* DIRECTIONS *
Copy the entries character for character.

(Data extracted from a collection)
*** Begin section ***

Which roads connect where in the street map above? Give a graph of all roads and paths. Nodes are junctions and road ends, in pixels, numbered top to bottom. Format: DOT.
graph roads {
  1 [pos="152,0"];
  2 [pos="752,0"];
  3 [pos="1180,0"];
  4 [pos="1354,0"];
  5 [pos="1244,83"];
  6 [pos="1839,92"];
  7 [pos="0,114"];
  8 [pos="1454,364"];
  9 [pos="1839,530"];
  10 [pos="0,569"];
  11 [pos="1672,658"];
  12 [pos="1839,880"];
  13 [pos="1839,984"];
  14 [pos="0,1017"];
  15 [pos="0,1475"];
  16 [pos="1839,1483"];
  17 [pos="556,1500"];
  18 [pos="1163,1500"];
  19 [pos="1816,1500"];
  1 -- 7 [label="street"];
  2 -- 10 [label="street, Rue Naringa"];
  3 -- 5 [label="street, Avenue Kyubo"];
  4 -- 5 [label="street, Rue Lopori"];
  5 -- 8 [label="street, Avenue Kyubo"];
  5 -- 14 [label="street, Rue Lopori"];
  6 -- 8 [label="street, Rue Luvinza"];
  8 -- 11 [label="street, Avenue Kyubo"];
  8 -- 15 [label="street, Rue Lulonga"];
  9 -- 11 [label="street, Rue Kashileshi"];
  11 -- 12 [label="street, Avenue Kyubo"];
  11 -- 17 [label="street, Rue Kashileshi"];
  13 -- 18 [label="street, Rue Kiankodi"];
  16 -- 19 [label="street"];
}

*** End section ***

* RESULT FOR THIS EXERCISE *
Which roads connect where in the street map above? Give a graph of all roads and paths. Nodes are junctions and road ends, in pixels, numbered top to bottom. Format: DOT.
graph roads {
  1 [pos="152,0"];
  2 [pos="752,0"];
  3 [pos="1180,0"];
  4 [pos="1354,0"];
  5 [pos="1244,83"];
  6 [pos="1839,92"];
  7 [pos="0,114"];
  8 [pos="1454,364"];
  9 [pos="1839,530"];
  10 [pos="0,569"];
  11 [pos="1672,658"];
  12 [pos="1839,880"];
  13 [pos="1839,984"];
  14 [pos="0,1017"];
  15 [pos="0,1475"];
  16 [pos="1839,1483"];
  17 [pos="556,1500"];
  18 [pos="1163,1500"];
  19 [pos="1816,1500"];
  1 -- 7 [label="street"];
  2 -- 10 [label="street, Rue Naringa"];
  3 -- 5 [label="street, Avenue Kyubo"];
  4 -- 5 [label="street, Rue Lopori"];
  5 -- 8 [label="street, Avenue Kyubo"];
  5 -- 14 [label="street, Rue Lopori"];
  6 -- 8 [label="street, Rue Luvinza"];
  8 -- 11 [label="street, Avenue Kyubo"];
  8 -- 15 [label="street, Rue Lulonga"];
  9 -- 11 [label="street, Rue Kashileshi"];
  11 -- 12 [label="street, Avenue Kyubo"];
  11 -- 17 [label="street, Rue Kashileshi"];
  13 -- 18 [label="street, Rue Kiankodi"];
  16 -- 19 [label="street"];
}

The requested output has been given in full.